I am encountering issues where depending on how I load a model I obtain different results.
I have built a small test example which I have attached below that illustrates my problem. I have compared three different methods of loading the model:
- loading the model directly from hugging face
- loading the model from a complete model checkpoint file
- loading the model from a checkpoint file of the model state dict only
I tested the models on the same randomly generated input images.
The weights and state dicts of the models using the 3 methods described are identical.
The inference results generated by the 1st and the 3rd method are much more similar but still not the same.
Anyone have any ideas? I am completely at a loss what could be the result of this issue and how I should properly save and load my checkpoints to e.g. resume a training.
from transformers import ViTMAEForPreTraining
import torch
import gc
import pytorch_lightning as pl
import numpy as np
torch.cuda.empty_cache()
#define model
class TransformerModel(pl.LightningModule):
def __init__(self):
super().__init__()
self.model = ViTMAEForPreTraining.from_pretrained("facebook/vit-mae-base")
self.model.config.mask_ratio = 0.75
def forward(self, x):
return self.model(x)
def training_step(self, batch, batch_idx):
imgs, labels = batch
out = self(imgs)
loss = out.loss
self.log("train_loss", loss)
return loss
def validation_step(self, batch, batch_idx):
imgs, labels = batch
out = self(imgs)
loss = out.loss
self.log("val_loss", loss)
return loss
def configure_optimizers(self):
optimizer = torch.optim.AdamW(self.parameters(), lr=0.001)
return optimizer
def unpatchify(self, x):
p = self.model.vit.embeddings.patch_embeddings.patch_size[0]
h = w = int(x.shape[1]**.5)
assert h * w == x.shape[1]
x = x.reshape(shape=(x.shape[0], h, w, p, p, 3))

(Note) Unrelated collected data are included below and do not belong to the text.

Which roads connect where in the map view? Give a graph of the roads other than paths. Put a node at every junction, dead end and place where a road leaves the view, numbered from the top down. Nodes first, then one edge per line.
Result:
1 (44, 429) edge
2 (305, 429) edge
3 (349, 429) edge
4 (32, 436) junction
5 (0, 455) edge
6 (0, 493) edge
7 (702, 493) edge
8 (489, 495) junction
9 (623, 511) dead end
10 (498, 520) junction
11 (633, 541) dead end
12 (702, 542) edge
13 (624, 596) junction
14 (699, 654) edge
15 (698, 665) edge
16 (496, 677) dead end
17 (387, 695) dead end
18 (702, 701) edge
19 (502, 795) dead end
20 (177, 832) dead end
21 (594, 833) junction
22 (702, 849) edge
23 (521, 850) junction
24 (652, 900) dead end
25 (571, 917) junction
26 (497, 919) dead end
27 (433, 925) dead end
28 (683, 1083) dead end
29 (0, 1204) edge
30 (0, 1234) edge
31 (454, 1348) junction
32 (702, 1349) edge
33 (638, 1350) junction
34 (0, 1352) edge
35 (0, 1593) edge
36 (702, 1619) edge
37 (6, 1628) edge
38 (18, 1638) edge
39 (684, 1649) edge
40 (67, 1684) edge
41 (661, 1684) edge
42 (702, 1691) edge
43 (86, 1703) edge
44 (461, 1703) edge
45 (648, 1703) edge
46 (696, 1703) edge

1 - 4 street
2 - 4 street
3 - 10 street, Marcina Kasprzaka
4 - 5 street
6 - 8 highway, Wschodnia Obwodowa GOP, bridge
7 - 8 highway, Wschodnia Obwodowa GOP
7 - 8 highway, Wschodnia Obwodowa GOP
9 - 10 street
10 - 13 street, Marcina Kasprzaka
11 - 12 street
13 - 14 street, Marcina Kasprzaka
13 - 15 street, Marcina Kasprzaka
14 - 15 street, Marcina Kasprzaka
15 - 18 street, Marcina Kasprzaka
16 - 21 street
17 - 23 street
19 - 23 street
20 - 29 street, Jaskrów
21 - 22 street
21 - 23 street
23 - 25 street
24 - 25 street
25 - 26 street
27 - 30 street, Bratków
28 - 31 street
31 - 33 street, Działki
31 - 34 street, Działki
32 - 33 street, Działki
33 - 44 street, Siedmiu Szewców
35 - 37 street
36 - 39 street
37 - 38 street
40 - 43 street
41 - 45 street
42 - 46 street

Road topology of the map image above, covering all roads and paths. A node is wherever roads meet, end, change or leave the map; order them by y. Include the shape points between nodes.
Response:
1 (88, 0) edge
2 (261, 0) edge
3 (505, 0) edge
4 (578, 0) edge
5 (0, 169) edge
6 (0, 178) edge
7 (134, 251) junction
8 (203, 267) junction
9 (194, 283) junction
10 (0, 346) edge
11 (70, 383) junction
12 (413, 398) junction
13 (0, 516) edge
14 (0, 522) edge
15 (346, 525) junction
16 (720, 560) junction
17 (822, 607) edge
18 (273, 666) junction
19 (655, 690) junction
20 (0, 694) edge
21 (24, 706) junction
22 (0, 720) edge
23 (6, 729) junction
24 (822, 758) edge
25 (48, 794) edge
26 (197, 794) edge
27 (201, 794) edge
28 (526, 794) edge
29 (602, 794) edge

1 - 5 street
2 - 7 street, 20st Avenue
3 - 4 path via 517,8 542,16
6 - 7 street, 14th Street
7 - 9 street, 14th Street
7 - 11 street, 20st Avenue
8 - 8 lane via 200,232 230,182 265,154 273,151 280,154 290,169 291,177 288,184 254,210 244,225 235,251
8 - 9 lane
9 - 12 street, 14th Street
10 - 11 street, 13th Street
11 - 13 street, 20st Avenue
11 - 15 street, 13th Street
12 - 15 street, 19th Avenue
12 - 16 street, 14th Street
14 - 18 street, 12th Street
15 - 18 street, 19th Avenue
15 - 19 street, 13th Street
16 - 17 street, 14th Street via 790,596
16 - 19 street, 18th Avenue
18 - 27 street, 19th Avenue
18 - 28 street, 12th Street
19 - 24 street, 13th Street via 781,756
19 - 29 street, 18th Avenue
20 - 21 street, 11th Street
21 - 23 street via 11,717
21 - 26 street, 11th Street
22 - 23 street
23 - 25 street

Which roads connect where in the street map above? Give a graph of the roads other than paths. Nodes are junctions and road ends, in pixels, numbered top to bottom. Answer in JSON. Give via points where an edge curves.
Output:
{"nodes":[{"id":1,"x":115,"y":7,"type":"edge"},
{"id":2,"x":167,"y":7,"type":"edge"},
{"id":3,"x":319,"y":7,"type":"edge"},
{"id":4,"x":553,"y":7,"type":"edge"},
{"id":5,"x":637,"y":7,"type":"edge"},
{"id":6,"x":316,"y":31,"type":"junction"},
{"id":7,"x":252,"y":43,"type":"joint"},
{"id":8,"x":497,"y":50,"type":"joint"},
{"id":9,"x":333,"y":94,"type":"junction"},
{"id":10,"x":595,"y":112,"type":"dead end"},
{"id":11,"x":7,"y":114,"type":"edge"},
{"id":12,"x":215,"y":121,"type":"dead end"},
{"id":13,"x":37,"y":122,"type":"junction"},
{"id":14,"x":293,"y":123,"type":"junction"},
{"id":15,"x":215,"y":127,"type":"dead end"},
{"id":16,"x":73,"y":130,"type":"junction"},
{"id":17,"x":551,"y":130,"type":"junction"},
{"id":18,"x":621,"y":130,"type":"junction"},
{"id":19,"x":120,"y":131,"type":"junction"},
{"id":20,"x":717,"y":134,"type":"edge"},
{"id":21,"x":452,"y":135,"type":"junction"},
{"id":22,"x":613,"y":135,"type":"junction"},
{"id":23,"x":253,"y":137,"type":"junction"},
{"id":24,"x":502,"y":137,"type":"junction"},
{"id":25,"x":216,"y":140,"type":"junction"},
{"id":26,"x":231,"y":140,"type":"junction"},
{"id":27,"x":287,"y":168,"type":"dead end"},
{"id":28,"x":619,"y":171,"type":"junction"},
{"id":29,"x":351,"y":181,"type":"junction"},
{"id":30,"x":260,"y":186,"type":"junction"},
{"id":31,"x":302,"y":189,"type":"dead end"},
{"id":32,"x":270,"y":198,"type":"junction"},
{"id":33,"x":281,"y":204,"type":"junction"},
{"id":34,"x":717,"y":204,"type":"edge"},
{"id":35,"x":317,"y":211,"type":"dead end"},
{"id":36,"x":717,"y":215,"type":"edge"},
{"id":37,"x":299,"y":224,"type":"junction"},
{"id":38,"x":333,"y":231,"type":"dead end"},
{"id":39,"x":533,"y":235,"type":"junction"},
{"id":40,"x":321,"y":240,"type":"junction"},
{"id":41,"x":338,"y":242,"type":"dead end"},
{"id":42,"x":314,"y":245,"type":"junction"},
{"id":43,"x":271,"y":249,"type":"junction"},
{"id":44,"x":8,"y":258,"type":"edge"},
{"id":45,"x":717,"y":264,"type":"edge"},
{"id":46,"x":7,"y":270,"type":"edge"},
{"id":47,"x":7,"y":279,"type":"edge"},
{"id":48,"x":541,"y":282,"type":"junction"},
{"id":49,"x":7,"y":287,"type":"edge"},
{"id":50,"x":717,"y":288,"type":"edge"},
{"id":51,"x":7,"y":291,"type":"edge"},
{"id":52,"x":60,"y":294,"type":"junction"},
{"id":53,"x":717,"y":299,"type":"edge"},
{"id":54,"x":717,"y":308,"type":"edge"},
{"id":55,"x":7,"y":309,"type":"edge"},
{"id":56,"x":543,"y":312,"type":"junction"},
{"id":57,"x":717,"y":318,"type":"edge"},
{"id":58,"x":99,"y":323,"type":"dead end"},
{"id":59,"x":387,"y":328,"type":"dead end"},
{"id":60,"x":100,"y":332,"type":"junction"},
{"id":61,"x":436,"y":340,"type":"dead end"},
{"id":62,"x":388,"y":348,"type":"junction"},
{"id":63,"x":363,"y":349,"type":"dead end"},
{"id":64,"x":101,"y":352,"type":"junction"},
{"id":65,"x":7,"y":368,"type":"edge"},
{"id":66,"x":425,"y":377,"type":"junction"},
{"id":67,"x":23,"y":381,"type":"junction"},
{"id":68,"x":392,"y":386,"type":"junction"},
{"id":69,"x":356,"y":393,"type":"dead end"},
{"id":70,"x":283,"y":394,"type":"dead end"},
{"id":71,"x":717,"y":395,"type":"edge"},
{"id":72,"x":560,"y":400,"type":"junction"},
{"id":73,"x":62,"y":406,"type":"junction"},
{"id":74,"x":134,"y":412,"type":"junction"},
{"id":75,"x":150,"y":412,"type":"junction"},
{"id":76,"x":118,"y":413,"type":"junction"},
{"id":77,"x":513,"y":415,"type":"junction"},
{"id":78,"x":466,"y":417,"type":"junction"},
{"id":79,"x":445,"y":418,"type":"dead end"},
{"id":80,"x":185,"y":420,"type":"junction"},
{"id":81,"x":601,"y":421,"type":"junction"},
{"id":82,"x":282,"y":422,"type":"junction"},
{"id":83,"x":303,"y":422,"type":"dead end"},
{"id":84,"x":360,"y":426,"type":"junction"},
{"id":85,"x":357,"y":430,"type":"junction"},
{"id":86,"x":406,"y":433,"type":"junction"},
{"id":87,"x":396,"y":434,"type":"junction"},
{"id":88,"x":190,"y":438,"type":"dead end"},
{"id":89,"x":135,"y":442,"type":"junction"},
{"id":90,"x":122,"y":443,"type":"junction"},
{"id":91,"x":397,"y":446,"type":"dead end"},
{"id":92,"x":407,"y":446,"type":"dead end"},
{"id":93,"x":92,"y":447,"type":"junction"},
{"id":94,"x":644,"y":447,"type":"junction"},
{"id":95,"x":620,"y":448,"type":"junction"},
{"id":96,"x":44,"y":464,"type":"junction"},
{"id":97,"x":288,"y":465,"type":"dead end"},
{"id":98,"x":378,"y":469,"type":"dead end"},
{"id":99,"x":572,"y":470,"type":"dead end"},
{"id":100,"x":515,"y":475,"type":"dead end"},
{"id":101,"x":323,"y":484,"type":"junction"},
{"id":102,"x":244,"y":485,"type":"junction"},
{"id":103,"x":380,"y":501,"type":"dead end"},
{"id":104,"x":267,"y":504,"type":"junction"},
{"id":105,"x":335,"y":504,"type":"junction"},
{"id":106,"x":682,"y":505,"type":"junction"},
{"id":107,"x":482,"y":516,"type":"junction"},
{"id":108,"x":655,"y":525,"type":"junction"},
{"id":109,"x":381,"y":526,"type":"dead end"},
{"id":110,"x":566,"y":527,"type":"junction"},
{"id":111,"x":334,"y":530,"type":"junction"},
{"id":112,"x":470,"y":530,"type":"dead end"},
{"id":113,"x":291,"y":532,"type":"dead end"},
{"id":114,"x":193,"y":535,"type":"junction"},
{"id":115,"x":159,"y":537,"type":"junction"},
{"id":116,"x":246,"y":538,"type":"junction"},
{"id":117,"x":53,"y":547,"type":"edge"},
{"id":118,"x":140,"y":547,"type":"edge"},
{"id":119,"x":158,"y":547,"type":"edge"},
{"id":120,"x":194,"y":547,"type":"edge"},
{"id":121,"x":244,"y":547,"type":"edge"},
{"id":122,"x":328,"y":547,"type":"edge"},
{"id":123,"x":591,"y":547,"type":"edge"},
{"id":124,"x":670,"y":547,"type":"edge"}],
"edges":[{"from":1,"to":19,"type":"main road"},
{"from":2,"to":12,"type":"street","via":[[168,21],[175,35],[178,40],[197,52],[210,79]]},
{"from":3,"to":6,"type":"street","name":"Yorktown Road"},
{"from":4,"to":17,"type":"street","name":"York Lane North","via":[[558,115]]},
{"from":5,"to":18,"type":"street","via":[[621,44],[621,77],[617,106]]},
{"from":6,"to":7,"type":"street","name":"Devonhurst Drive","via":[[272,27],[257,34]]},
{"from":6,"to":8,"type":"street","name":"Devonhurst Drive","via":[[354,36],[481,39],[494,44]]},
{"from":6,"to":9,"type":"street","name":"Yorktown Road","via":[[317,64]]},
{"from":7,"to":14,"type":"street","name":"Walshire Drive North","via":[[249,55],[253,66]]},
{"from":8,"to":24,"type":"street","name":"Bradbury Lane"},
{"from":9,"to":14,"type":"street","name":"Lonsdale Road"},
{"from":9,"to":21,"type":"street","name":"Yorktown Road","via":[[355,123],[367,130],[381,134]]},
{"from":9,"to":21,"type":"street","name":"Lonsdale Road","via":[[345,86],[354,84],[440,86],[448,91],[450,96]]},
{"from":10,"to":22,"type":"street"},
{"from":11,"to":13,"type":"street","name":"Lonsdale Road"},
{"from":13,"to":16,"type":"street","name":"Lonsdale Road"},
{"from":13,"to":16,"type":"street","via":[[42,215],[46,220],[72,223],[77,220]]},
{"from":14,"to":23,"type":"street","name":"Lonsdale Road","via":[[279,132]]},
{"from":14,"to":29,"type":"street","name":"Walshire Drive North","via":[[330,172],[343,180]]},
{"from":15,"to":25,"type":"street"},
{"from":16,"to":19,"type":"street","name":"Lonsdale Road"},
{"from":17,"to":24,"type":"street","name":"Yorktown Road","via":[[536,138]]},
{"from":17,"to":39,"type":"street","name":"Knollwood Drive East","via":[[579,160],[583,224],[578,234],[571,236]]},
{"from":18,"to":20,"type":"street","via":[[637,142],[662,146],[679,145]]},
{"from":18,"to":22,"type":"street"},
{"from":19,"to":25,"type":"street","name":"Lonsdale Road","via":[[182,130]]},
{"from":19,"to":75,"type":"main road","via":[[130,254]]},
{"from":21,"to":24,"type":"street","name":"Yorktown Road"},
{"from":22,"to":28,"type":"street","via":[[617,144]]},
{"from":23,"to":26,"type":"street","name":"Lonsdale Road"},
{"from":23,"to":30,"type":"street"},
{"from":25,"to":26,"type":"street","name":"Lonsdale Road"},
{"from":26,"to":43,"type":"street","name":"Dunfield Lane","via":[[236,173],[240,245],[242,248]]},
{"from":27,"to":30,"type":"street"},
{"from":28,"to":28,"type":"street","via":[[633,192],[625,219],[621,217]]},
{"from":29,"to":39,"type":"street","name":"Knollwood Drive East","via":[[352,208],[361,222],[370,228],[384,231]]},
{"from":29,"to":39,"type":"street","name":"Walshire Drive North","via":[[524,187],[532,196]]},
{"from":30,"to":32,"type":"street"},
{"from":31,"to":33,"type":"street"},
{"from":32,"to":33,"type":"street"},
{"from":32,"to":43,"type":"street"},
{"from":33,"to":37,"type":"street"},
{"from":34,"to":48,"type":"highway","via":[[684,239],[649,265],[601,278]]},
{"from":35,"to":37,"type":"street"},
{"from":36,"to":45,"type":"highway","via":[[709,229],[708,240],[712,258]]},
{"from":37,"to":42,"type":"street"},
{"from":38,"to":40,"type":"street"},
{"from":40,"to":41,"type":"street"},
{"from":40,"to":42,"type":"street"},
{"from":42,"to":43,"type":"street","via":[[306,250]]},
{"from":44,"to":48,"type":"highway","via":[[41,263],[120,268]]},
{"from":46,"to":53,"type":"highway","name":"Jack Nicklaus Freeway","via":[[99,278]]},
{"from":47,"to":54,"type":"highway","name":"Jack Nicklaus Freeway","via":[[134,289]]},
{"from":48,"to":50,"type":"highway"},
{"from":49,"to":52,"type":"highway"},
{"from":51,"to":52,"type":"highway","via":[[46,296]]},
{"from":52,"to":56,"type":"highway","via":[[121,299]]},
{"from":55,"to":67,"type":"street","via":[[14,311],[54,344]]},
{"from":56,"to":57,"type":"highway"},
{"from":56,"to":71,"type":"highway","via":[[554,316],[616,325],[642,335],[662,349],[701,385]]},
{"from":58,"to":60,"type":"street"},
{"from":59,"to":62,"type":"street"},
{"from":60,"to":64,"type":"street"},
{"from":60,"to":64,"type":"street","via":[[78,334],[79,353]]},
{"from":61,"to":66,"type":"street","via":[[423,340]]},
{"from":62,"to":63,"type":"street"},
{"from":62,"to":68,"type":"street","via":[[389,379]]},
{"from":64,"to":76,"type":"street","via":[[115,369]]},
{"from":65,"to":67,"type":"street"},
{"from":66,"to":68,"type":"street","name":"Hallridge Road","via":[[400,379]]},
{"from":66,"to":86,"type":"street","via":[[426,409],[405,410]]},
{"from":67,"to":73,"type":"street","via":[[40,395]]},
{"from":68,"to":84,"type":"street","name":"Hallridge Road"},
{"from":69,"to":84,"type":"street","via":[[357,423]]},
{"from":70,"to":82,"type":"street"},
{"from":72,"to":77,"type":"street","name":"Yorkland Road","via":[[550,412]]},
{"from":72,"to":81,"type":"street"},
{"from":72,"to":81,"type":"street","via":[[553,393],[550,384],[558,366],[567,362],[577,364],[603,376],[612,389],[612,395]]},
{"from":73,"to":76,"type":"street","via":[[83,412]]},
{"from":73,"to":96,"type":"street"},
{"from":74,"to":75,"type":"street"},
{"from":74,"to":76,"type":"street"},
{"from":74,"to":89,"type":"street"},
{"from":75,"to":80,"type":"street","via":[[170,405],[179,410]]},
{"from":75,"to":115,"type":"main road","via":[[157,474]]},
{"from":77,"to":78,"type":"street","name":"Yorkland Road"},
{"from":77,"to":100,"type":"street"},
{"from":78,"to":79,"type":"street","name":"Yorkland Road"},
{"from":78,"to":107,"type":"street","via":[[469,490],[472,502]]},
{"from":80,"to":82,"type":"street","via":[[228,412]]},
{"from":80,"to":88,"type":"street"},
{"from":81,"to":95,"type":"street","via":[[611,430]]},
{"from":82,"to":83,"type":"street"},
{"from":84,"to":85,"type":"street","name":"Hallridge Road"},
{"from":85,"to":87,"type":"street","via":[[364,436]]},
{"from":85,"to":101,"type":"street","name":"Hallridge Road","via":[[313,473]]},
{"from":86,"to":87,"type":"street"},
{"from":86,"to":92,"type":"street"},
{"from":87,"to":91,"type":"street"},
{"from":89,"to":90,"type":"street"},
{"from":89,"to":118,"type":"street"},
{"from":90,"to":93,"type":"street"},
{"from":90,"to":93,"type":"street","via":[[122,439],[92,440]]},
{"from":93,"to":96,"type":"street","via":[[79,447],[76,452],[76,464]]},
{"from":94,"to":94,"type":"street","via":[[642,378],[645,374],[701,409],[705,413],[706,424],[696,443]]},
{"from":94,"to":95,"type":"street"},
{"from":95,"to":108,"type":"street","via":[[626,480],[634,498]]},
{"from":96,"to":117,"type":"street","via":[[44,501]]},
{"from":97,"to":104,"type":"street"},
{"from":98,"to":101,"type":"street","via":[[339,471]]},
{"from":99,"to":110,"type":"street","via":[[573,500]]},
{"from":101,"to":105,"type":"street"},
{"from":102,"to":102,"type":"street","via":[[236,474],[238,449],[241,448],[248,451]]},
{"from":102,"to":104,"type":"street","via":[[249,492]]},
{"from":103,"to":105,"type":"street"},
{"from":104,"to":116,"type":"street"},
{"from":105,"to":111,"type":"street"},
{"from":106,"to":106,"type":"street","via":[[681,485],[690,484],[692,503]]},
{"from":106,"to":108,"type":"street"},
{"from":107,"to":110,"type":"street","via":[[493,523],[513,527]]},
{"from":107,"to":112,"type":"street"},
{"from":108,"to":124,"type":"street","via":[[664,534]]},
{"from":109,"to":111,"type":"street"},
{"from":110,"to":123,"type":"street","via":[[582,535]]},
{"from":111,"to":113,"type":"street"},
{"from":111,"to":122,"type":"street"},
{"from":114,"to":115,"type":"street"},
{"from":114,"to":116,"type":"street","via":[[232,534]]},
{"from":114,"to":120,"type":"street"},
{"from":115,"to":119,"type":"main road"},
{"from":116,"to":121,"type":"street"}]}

x = torch.einsum('nhwpqc->nchpwq', x)
imgs = x.reshape(shape=(x.shape[0], 3, h * p, h * p))
return imgs
#load model
model_1 = TransformerModel()
model_1.eval()
#save complete model as checkpoint
torch.save(model_1, "vit_mae_from_hugging_face.pth")
#save statedict only
torch.save(model_1.state_dict(), "vit_mae_from_hugging_face_statedict.pth")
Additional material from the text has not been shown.